Re: Openness of Internet vs. iTools

Author:Steven C. Den Beste
Posted:1/7/2000; 8:46:56 AM
Topic:Openness of Internet vs. iTools
Msg #:14184 (In response to 14178)
Prev/Next:14183 / 14185

I think the concern is that this is another example of AOL-style Balkanization.

AOL users can access the net as a whole, and take advantage of all the content provided there, but in addition AOL offers considerable amounts of proprietary content only available to its own subscribers.

Their reason for doing this is obvious: it's an incentive for people to become AOL subscribers. But to some extent it also makes AOL parasitic: they consume content but (until the last couple of years) didn't provide any to the web as a whole.

What would be the effect on the web if such a model became widespread? Suppose that nearly every major web hosting site only permitted people to access their content through proprietary accounts?

You'd get a situation where many different sites jealously guarded their content; the users of any given site could "use the whole web" except that most of the web would be locked up behind proprietary walls.

That, in essence, is what this step by Apple threatens. If no-one else does it, then the parasitism remains sufficiently small to prevent damage to the body of the web. But any kind of parasitism can kill if it gets out of hand.

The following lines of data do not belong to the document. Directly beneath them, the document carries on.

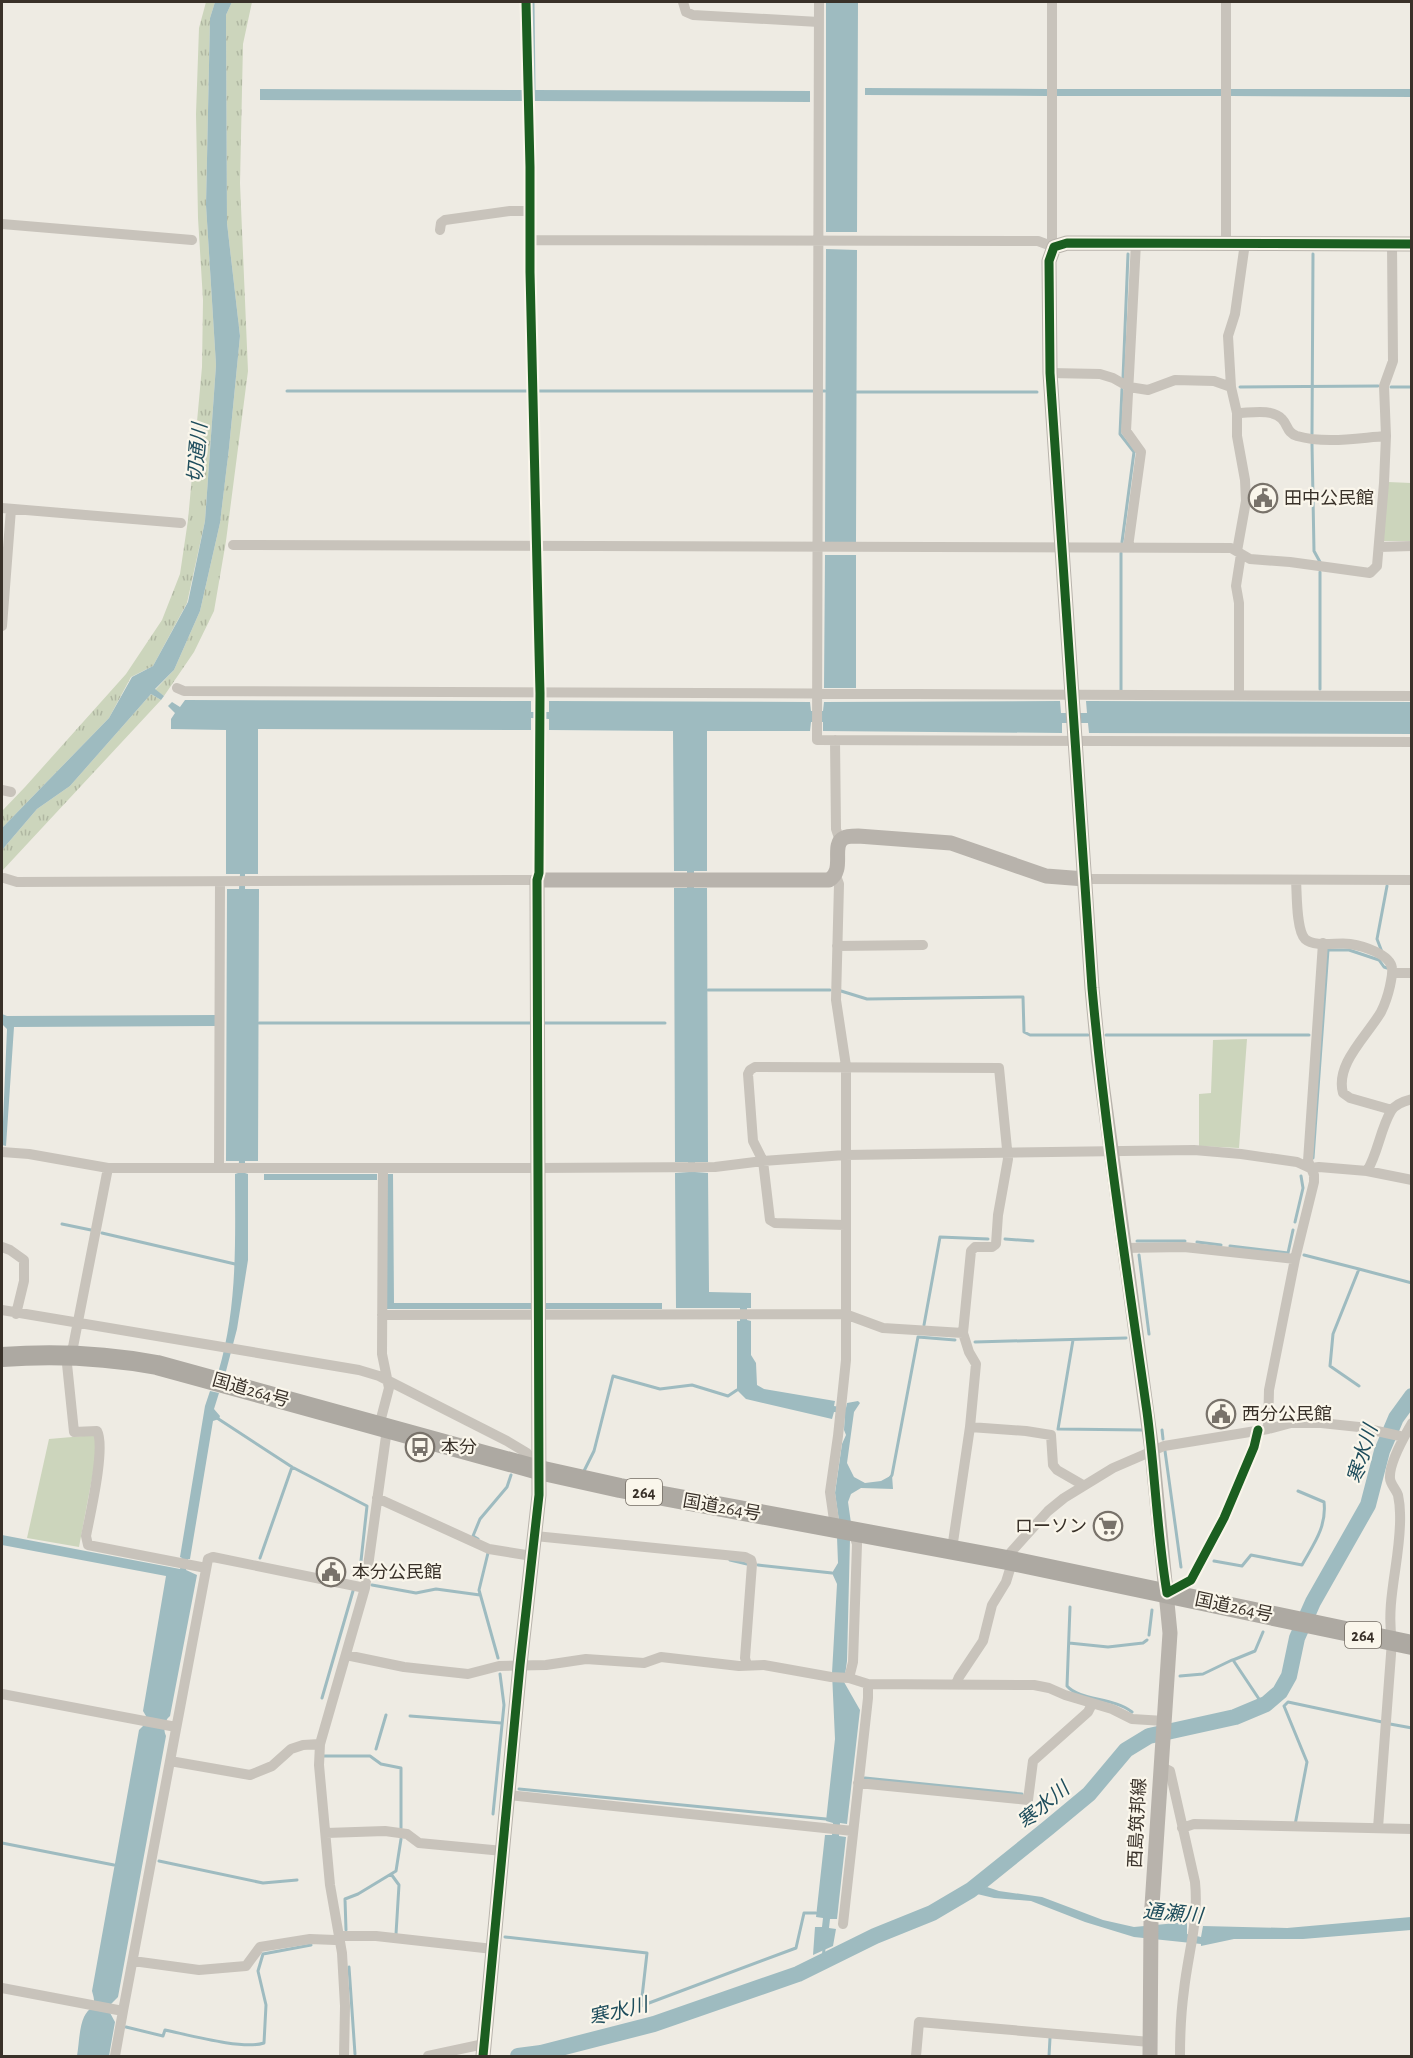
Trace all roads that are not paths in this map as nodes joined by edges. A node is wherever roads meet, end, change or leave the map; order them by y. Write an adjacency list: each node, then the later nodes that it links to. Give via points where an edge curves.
1 (526, 2): 7 (street)
2 (683, 2): 6 (street, via 686,12 693,15)
3 (819, 2): 6 (street)
4 (1052, 2): 18 (street)
5 (1226, 2): 14 (street)
6 (819, 22): 12 (street)
7 (530, 211): 9 (street, via 445,220); 11 (street)
8 (2, 224): 10 (street)
9 (440, 230)
10 (192, 240)
11 (530, 240): 12 (street); 29 (street)
12 (818, 241): 18 (street, via 1038,241); 30 (street)
13 (1136, 243): 14 (street); 18 (street); 20 (street)
14 (1226, 243): 15 (street)
15 (1245, 243): 16 (street); 21 (street, via 1228,336)
16 (1392, 244): 17 (street); 23 (street, via 1393,361 1384,386)
17 (1412, 244)
18 (1053, 246): 19 (street, 西島筑邦線)
19 (1050, 373): 20 (street, via 1100,374); 31 (street, 西島筑邦線)
20 (1129, 387): 21 (street, via 1148,390 1175,380 1214,381); 32 (street, via 1126,431 1141,452)
21 (1231, 387): 22 (street)
22 (1237, 413): 23 (street, via 1271,413 1284,420 1294,436 1324,440); 33 (street, via 1246,501)
23 (1386, 436): 27 (street)
24 (6, 508): 25 (street); 34 (street)
25 (181, 523)
26 (233, 545): 29 (street)
27 (1379, 546): 28 (street); 33 (street, via 1377,566 1370,573 1250,559)
28 (1412, 546)
29 (536, 547): 30 (street); 36 (street)
30 (818, 547): 31 (street); 37 (street)
31 (1061, 547): 32 (street); 38 (street, 西島筑邦線)
32 (1128, 547): 33 (street, via 1231,548)
33 (1239, 552): 39 (street)
34 (2, 626)
35 (177, 688): 36 (street)
36 (540, 693): 37 (street); 48 (street)
37 (818, 693): 38 (street); 42 (street, via 817,740)
38 (1071, 694): 39 (street); 41 (street, 西島筑邦線)
39 (1239, 695): 40 (street)
40 (1412, 696)
41 (1074, 725): 42 (street); 43 (street); 47 (street, 西島筑邦線)
42 (835, 740): 44 (street, via 836,829)
43 (1412, 742)
44 (840, 841): 45 (street); 47 (street, via 858,836 951,843 1046,876)
45 (836, 876): 48 (street, via 829,880); 54 (street)
46 (4, 878): 51 (street, via 17,882)
47 (1085, 879): 49 (street); 60 (street, 西島筑邦線, via 1099,1061)
48 (537, 880): 51 (street); 68 (street)
49 (1296, 880): 50 (street); 52 (street, via 1300,930 1313,943)
50 (1412, 880)
51 (220, 882): 66 (street)
52 (1323, 943): 55 (street, via 1351,944 1374,952 1387,959); 69 (street)
53 (923, 945): 54 (street)
54 (837, 946): 57 (street, via 836,1000)
55 (1392, 973): 56 (street); 59 (street, via 1382,1010 1344,1067 1341,1086 1350,1098)
56 (1412, 973)
57 (846, 1066): 62 (street, via 999,1068); 63 (street); 64 (street, via 755,1066 750,1070 753,1141)
58 (1412, 1099): 59 (street)
59 (1392, 1110): 70 (street)
60 (1111, 1150): 62 (street); 69 (street, via 1241,1154 1297,1162); 74 (street, 西島筑邦線)
61 (2, 1152): 65 (street)
62 (1008, 1152): 63 (street); 82 (street, via 996,1244 971,1251)
63 (845, 1155): 64 (street); 72 (street)
64 (763, 1161): 68 (street, via 692,1167); 72 (street, via 770,1220)
65 (108, 1168): 66 (street); 81 (street)
66 (219, 1168): 67 (street)
67 (383, 1168): 68 (street); 79 (street)
68 (537, 1168): 80 (street)
69 (1310, 1168): 70 (street); 75 (street, via 1314,1182)
70 (1367, 1172): 71 (street)
71 (1412, 1180)
72 (845, 1225): 78 (street)
73 (2, 1247): 77 (street, via 24,1260 24,1281)
74 (1124, 1248): 75 (street, via 1184,1247); 91 (street, 西島筑邦線)
75 (1295, 1259): 89 (street)
76 (2, 1310): 77 (street)
77 (16, 1314): 81 (street)
78 (845, 1314): 80 (street); 82 (street, via 883,1328); 95 (street, via 846,1360 830,1492)
79 (382, 1315): 80 (street); 85 (street, via 382,1354)
80 (538, 1315): 92 (street)
81 (77, 1324): 83 (street); 85 (street, via 359,1370)
82 (963, 1333): 88 (street, via 976,1364)
83 (68, 1354): 84 (highway, 国道264号 / 264); 87 (highway, 国道264号 / 264, via 157,1365); 100 (street, via 74,1432 97,1431 100,1435 88,1545)
84 (2, 1357)
85 (387, 1379): 87 (street); 92 (street, via 507,1441 527,1453)
86 (1412, 1423): 90 (street)
87 (383, 1427): 92 (highway, 国道264号 / 264); 94 (street)
88 (970, 1427): 93 (street, via 1052,1436 1053,1465); 97 (street)
89 (1263, 1430): 90 (street, via 1291,1423 1321,1423); 91 (street); 102 (street, via 1191,1580)
90 (1401, 1436): 103 (street, via 1390,1479 1398,1496 1400,1515 1391,1631)
91 (1152, 1451): 93 (street); 102 (street, 西島筑邦線)
92 (539, 1470): 95 (highway, 国道264号 / 264); 96 (street)
93 (1083, 1485): 99 (street, via 1048,1511)
94 (377, 1498): 98 (street, via 489,1549); 101 (street)
95 (844, 1529): 97 (highway, 国道264号 / 264); 107 (street, via 857,1544 853,1662)
96 (535, 1536): 98 (street); 106 (street, via 751,1560)
97 (951, 1549): 99 (highway, 国道264号 / 264)
98 (532, 1556): 105 (street)
99 (1007, 1560): 102 (highway, 国道264号 / 264); 109 (street, via 1010,1569 992,1605 983,1641)
100 (206, 1568): 101 (street, via 208,1559 213,1557); 113 (street)
101 (365, 1588): 104 (street)
102 (1167, 1593): 103 (highway, 国道264号 / 264); 112 (street, 西島筑邦線, via 1170,1633)
103 (1402, 1643): 120 (street)
104 (346, 1655): 105 (street, via 468,1674); 114 (street)
105 (520, 1665): 106 (street, via 586,1659 644,1663 661,1657); 118 (street)
106 (747, 1665): 107 (street)
107 (848, 1678): 108 (street)
108 (868, 1684): 109 (street); 117 (street)
109 (956, 1684): 111 (street, via 1034,1685)
110 (2, 1694): 113 (street)
111 (1092, 1704): 112 (street, via 1112,1708 1132,1719); 117 (street, via 1033,1761 1028,1800)
112 (1164, 1721): 116 (street, 西島筑邦線)
113 (172, 1727): 115 (street)
114 (320, 1744): 115 (street, via 291,1749 272,1766 250,1774); 123 (street)
115 (170, 1761): 128 (street)
116 (1160, 1766): 119 (street, via 1170,1771); 131 (street, 西島筑邦線, via 1150,1944)
117 (858, 1783): 122 (street)
118 (508, 1795): 122 (street); 124 (street)
119 (1182, 1828): 120 (street, via 1194,1824); 137 (street, via 1195,1882 1196,1909)
120 (1378, 1828): 121 (street)
121 (1412, 1829)
122 (853, 1831): 125 (street)
123 (326, 1833): 124 (street, via 385,1831 407,1834 419,1843); 126 (street)
124 (503, 1851): 127 (street)
125 (843, 1924)
126 (339, 1938): 127 (street, via 376,1936); 128 (street, via 260,1947 246,1966 200,1970); 134 (street, via 345,2006)
127 (493, 1949): 132 (street)
128 (133, 1961): 130 (street)
129 (2, 1988): 130 (street)
130 (118, 2010): 133 (street)
131 (1150, 2049): 136 (street, via 920,2022)
132 (483, 2050): 135 (street)
133 (115, 2056)
134 (344, 2056)
135 (428, 2056)
136 (916, 2056)
137 (1179, 2056)

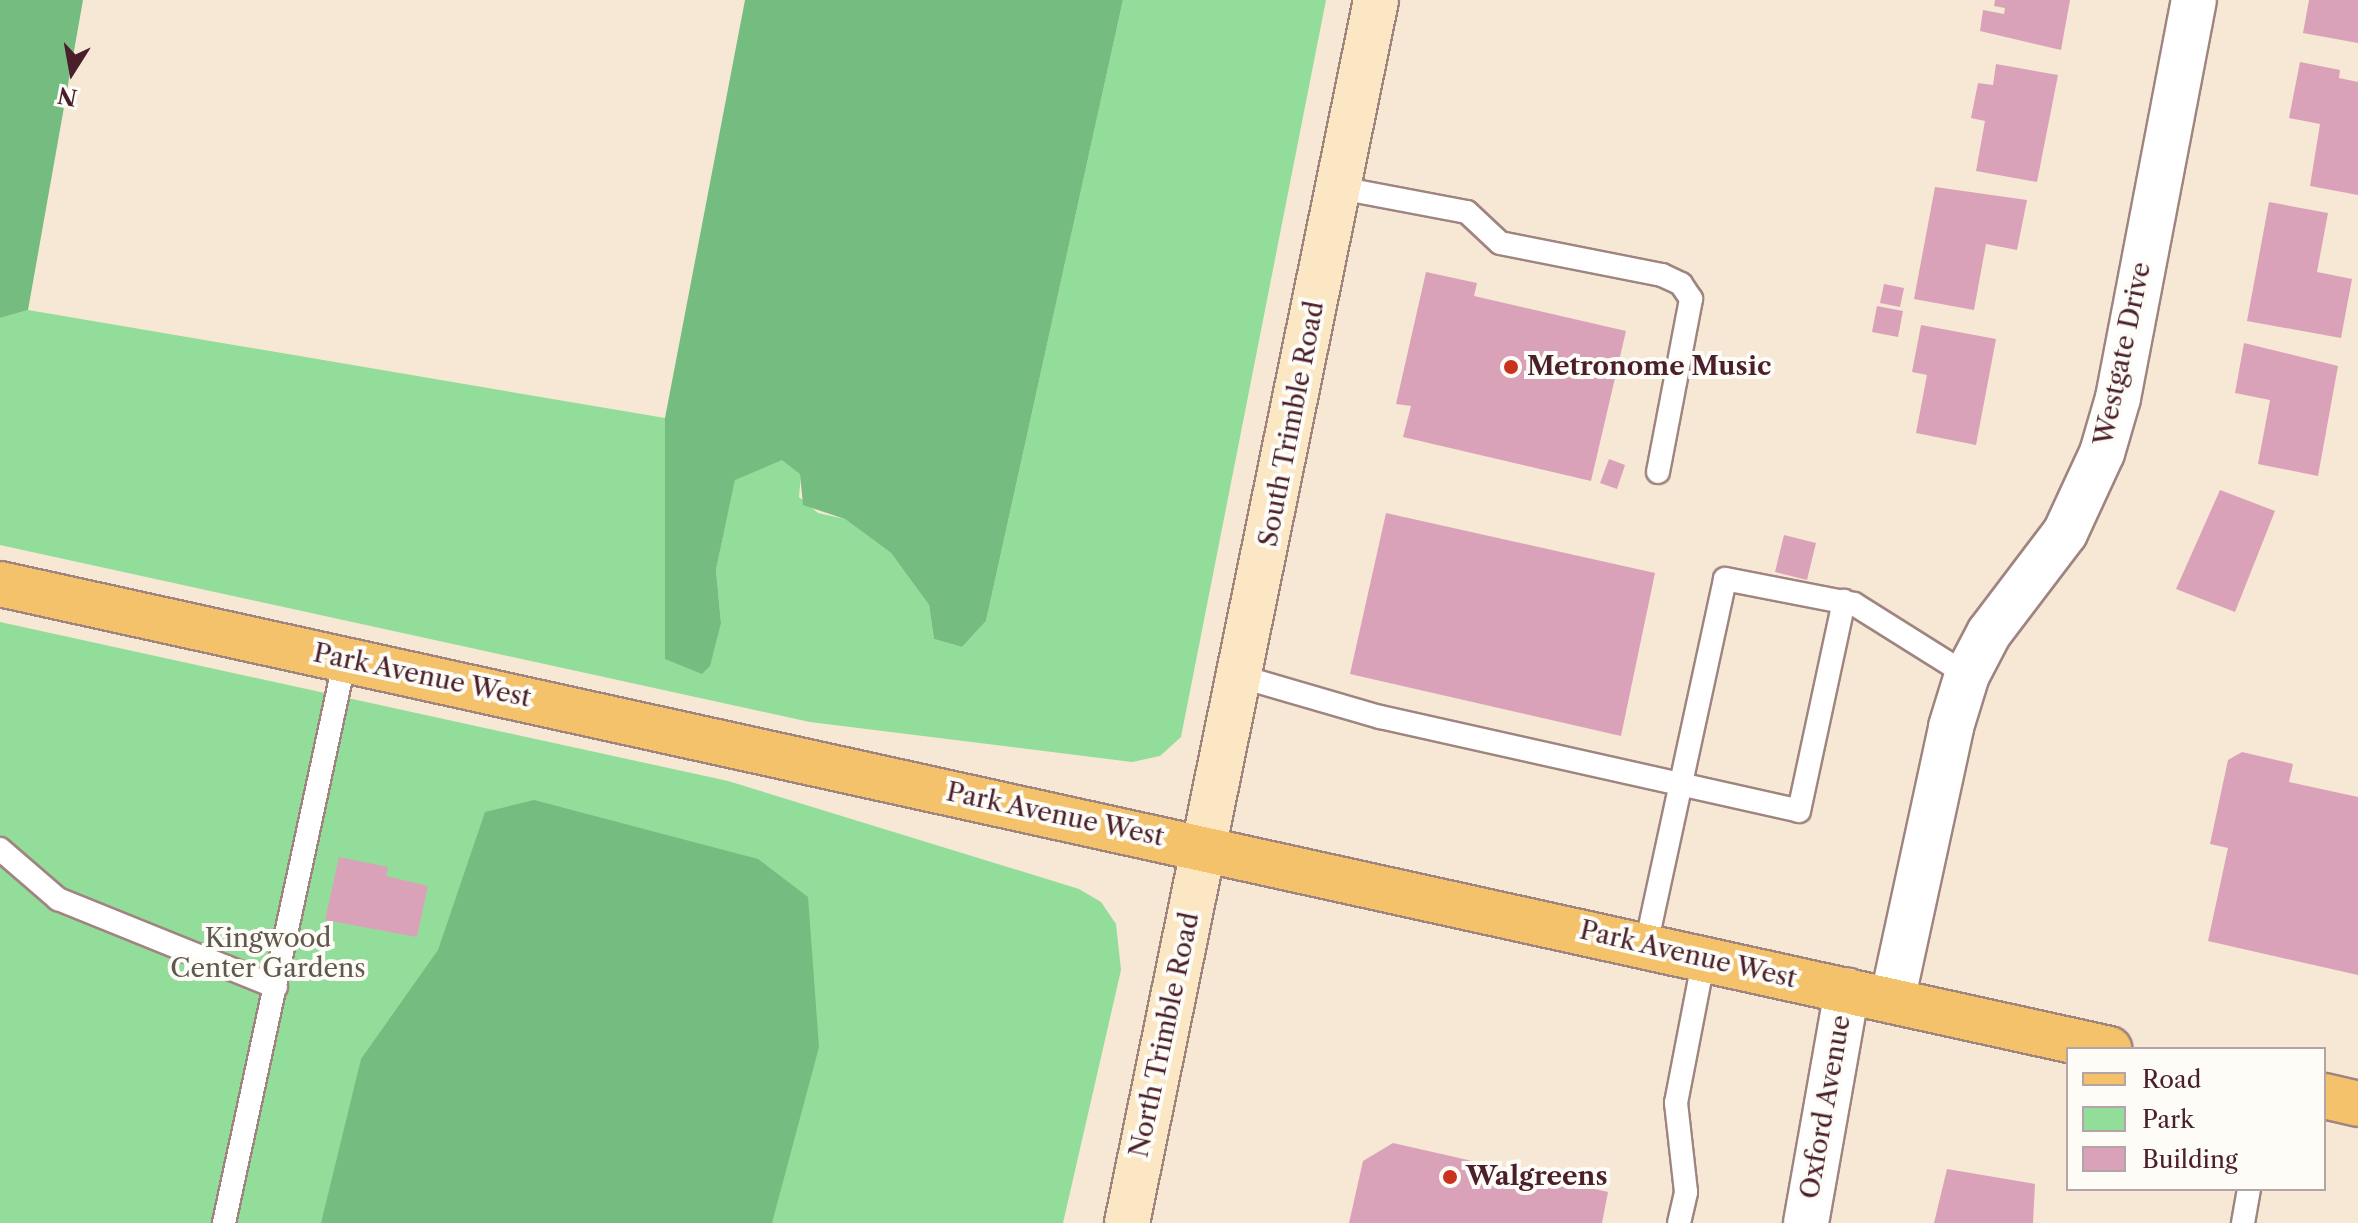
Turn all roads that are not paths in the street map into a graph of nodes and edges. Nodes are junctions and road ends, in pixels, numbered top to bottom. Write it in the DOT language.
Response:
graph roads {
  1 [pos="1376,0"];
  2 [pos="2194,0"];
  3 [pos="1340,188"];
  4 [pos="1658,472"];
  5 [pos="0,584"];
  6 [pos="1844,601"];
  7 [pos="345,659"];
  8 [pos="1967,675"];
  9 [pos="1242,677"];
  10 [pos="1680,785"];
  11 [pos="1204,847"];
  12 [pos="0,849"];
  13 [pos="1646,945"];
  14 [pos="1704,958"];
  15 [pos="276,987"];
  16 [pos="1847,991"];
  17 [pos="1892,1001"];
  18 [pos="2100,1047"];
  19 [pos="2326,1096"];
  20 [pos="2358,1104"];
  21 [pos="2249,1191"];
  22 [pos="224,1223"];
  23 [pos="1127,1223"];
  24 [pos="1679,1223"];
  25 [pos="1806,1223"];
  26 [pos="2243,1223"];
  1 -- 3 [label="main road, South Trimble Road"];
  2 -- 8 [label="street, Westgate Drive"];
  3 -- 4 [label="lane"];
  3 -- 9 [label="main road, South Trimble Road"];
  5 -- 7 [label="main road, Park Avenue West"];
  6 -- 8 [label="lane"];
  6 -- 10 [label="lane"];
  6 -- 10 [label="lane"];
  7 -- 11 [label="main road, Park Avenue West"];
  7 -- 15 [label="lane"];
  8 -- 17 [label="street, Westgate Drive"];
  9 -- 10 [label="lane"];
  9 -- 11 [label="main road, South Trimble Road"];
  10 -- 13 [label="lane"];
  11 -- 13 [label="main road, Park Avenue West"];
  11 -- 23 [label="main road, North Trimble Road"];
  12 -- 15 [label="lane"];
  13 -- 14 [label="main road, Park Avenue West"];
  14 -- 16 [label="main road, Park Avenue West"];
  14 -- 24 [label="lane"];
  15 -- 22 [label="lane"];
  16 -- 17 [label="main road, Park Avenue West"];
  16 -- 25 [label="street, Oxford Avenue"];
  17 -- 18 [label="main road, Park Avenue West"];
  19 -- 20 [label="main road"];
  21 -- 26 [label="lane"];
}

The strength of the web, the thing that *makes* it "the web", is cross-linking. What happens when the majority of links only work if the person following the link happens to be accessing the web through one proprietary service provider or another? (Or through one proprietary product or another?)

When the majority of links fail to work for the majority of users the majority of the time, the web as a concept will fall apart like a Kleenex in the rain. We are establishing an entirely new way of communicating here; there's never been anything even remotely like it in history. It represents participatory democracy at its best. It promises to spread freedom to places which have never been free.

One of the miracles of the web is the dilemma it represents to authoritarian regimes. If they refuse to let their citizens (read "prisoners") access the web, they risk having their countries fall behind the rest of the world. If they let their citizens read, those citizens will suddenly have access to -- and the ability to express -- "dangerous" information. The web can, indeed the web already has, changed the course of history.

Authoritarian regimes can't destroy the web, but greed could kill it. It's still very fragile. The kind of parochialism represented by this step by Apple could cause the web to shatter if it became widespread.

THAT is the danger represented by this precedent.

Don't let this sop to your ego blind you to the long term danger this represents. Like "The Prisoner's Dilemma" this only works to your advantage if you're the only one who screws someone else over.